French president Emmanuel Macron and far-right challenger Marine Le Pen clashed in a heated debate on Wednesday over who would be best placed to improve voters' purchasing power and lead the country, in their only confrontation before Sunday's election.
The televised debate was tense throughout, peppered with "don't interrupt me", "this is wrong", and accusations from each to the other of having a shrivelled, unambitious vision of France and its future.
“Stop mixing everything up,” a combative Mr Macron told Ms Le Pen during a tense exchange about France’s debt.
“Don’t lecture me,” Ms Le Pen responded, attacking her rival on his record in office and avoiding the pitfalls of their previous debate, in 2017, when her presidential bid unravelled as she mixed up her notes and lost her footing.
For Ms Le Pen, who lags Mr Macron in voter surveys, the much awaited debate was a chance to persuade voters she has the stature to be president and they should not fear seeing the far-right in power.
“I will make it my absolute priority over the next five years to give the French their money back,” Ms Le Pen said, adding that the French had “suffered” throughout Mr Macron’s mandate.
“I would like to tell them that another choice is possible,” Ms Le Pen said, adding: “I will be the president of the cost of living.”
A snap poll conducted for the BFM TV channel showed that 59 per cent of respondents found Mr Macron the more convincing of the two, however it was not clear how that would translate into voting intentions on Sunday.
One of Mr Macron's strongest lines of attack against his far-right rival was her past admiration of Russian president Vladimir Putin and a loan for the 2017 campaign contracted through a Russian bank.
“You depend on the Russian power, you depend on Mr Putin.

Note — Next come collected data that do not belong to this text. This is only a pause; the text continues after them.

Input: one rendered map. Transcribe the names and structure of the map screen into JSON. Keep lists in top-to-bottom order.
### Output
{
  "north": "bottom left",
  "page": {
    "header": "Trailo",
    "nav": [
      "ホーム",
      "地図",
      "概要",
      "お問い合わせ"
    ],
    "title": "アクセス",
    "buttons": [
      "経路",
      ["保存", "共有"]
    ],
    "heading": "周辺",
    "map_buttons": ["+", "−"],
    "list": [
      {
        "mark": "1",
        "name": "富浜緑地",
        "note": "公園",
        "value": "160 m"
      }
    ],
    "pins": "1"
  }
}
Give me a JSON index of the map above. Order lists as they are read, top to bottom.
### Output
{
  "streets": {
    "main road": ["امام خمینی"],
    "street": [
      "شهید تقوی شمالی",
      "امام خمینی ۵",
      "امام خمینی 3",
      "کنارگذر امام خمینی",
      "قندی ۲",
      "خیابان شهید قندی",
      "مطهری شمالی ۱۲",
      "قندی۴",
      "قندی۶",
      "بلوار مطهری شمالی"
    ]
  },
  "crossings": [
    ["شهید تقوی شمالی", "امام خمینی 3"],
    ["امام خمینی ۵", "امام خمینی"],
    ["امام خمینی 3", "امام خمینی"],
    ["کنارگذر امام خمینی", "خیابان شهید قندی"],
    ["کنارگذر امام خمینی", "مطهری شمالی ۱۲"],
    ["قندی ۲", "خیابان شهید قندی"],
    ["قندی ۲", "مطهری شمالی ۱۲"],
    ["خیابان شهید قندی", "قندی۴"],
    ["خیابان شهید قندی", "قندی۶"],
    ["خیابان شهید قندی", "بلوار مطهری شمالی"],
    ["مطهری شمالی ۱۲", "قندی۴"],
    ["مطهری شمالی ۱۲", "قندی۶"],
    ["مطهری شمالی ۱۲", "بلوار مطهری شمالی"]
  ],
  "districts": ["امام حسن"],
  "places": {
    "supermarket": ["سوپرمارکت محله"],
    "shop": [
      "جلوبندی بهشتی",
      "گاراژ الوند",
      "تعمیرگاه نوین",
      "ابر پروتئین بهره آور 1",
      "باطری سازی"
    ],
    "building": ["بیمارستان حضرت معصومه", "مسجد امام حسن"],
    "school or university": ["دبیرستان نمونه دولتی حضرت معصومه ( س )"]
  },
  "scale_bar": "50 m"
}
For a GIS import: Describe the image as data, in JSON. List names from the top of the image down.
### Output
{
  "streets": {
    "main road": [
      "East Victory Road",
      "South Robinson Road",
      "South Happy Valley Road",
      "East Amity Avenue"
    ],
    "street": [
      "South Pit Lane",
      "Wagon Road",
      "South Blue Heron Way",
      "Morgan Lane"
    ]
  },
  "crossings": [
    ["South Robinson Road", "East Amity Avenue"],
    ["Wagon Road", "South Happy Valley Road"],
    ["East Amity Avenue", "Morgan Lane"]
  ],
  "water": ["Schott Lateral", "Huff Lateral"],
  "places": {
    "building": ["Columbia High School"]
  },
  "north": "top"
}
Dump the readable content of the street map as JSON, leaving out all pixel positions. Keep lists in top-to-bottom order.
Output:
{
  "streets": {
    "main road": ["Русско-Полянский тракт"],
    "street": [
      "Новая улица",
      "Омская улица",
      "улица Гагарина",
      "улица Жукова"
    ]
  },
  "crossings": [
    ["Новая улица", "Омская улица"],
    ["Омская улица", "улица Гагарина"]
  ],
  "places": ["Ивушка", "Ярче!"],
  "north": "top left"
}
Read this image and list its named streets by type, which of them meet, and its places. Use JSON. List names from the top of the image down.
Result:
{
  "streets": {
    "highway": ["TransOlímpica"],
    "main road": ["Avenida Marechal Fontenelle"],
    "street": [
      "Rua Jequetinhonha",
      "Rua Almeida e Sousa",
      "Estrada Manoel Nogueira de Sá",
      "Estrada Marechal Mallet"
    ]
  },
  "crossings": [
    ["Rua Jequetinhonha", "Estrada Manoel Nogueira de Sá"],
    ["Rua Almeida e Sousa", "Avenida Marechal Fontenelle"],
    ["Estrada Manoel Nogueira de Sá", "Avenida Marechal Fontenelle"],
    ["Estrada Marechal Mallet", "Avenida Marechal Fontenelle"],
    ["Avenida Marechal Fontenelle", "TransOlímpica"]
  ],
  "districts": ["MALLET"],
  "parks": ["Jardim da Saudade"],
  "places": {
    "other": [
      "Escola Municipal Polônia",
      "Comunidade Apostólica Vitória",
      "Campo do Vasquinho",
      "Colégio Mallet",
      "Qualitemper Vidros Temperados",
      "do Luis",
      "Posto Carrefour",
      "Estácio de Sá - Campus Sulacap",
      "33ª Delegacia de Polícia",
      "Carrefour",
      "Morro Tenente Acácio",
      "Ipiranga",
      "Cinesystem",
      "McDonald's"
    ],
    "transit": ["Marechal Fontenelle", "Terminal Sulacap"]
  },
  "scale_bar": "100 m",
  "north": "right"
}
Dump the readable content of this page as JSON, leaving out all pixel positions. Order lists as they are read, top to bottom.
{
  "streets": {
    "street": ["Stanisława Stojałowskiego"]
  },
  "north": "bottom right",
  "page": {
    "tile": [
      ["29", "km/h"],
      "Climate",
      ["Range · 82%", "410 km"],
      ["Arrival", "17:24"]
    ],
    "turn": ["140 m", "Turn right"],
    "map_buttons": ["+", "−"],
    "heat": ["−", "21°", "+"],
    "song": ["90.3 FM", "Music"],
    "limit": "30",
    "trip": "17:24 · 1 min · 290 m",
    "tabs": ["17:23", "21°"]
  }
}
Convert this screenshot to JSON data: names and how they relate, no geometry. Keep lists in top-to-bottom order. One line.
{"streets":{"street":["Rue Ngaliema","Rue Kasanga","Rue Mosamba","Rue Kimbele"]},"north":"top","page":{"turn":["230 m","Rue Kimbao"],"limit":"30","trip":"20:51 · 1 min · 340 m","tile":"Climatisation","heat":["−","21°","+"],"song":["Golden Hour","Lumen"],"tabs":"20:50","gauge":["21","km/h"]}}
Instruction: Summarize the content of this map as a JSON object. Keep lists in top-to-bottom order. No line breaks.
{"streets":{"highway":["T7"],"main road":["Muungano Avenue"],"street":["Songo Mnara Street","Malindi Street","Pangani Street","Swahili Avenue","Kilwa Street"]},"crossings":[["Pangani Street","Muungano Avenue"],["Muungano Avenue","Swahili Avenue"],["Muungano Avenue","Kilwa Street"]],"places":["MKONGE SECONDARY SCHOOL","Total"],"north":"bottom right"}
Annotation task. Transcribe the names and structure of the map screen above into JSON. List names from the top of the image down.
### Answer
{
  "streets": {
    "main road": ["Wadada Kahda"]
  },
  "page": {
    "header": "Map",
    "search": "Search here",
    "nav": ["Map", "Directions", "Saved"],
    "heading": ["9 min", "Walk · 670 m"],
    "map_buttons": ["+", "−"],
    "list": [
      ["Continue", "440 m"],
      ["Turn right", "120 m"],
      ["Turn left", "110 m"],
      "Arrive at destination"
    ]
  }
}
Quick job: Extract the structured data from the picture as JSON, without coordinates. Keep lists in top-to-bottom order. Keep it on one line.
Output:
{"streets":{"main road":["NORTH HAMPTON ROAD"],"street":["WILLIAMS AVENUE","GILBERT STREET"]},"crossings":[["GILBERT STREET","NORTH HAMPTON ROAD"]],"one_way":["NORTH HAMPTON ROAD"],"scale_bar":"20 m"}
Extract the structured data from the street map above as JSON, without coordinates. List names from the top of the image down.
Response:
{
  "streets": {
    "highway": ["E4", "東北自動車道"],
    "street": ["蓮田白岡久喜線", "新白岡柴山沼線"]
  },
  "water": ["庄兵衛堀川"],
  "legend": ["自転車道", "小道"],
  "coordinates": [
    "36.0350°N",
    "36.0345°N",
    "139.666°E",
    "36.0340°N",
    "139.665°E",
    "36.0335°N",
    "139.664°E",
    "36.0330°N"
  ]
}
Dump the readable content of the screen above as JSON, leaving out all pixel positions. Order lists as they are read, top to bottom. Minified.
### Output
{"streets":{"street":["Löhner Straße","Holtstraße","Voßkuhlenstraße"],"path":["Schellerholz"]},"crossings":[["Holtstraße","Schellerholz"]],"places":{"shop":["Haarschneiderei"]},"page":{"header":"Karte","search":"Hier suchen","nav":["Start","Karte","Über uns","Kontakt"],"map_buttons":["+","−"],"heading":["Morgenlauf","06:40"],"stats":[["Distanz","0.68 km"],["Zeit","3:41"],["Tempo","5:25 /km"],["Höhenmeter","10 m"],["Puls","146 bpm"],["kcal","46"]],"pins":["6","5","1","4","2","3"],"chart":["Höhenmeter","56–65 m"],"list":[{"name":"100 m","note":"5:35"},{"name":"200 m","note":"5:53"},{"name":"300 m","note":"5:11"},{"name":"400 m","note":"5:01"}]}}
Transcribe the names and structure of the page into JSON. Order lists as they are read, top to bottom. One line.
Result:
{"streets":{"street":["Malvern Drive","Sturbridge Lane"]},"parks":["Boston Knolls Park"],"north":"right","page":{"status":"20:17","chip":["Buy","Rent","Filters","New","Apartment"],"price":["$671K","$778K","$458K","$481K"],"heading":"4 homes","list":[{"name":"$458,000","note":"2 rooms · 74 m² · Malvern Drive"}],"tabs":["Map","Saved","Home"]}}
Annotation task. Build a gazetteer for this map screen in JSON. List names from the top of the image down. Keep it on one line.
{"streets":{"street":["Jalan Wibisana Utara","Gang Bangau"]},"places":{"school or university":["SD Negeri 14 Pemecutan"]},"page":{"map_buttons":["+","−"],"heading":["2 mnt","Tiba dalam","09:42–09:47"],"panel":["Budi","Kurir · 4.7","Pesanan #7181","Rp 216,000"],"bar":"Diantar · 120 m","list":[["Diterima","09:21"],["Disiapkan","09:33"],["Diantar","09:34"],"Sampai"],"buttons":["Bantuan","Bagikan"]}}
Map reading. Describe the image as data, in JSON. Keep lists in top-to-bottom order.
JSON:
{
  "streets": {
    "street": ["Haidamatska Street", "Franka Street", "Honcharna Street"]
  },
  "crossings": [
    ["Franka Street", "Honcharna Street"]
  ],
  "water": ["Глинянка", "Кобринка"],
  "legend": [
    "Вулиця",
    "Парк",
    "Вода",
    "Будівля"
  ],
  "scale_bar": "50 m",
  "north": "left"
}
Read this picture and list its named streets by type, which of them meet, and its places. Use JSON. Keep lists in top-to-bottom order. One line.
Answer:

You took out a loan from a Russian bank,” Mr Macron told his opponent.
"A lot of your choices can be explained by this dependence," he said, adding: "You don't speak to other leaders, you speak to your banker when you speak to Russia, that's the problem."
In the heated exchange on Russia, during which Mr Macron at one point told Ms Le Pen, “Are you kidding me?” Ms Le Pen rejected the accusations, saying: “I am a completely free and independent woman.”
With unemployment at a 13-year low, Mr Macron said he was proud of job creation during his term and added: “the best way to gain purchasing power is to fight unemployment.”
The two candidates kept accusing each other of failing to respond to voters’ real concerns, with Ms Le Pen saying that “in real life” her proposals would improve voters’ situation much more than her opponent, while Mr Macron said many of her proposals were not realistic.
“Ms Le Pen, what you said is inaccurate,” Mr Macron told his opponent about her proposals to slash VAT to improve purchasing power. Ms Le Pen said Mr Macron’s cost of living proposals would be inefficient and unfair.
The election presents voters with two opposing visions of France: Mr Macron offers a pro-European, liberal platform, while Ms Le Pen’s nationalist manifesto is founded on deep euroscepticism.
Much haggling went on behind the scenes ahead of the debate, from the temperature of the room to flipping a coin to decide which theme they would start with – the cost of living – to who would speak first – Ms Le Pen.
After more than half of the electorate voted for far-right or hard left candidates in the first round on April 10th, Mr Macron’s lead in opinion polls is much narrower than five years ago, when he beat Ms Le Pen with 66.1 per cent of the vote. Voter surveys on Wednesday projected he would win with 55.5-56.5 per cent this time.
Mr Macron is no longer the disrupter from outside politics that he was in the 2017 debate, which at the time cemented his status as the clear front-runner.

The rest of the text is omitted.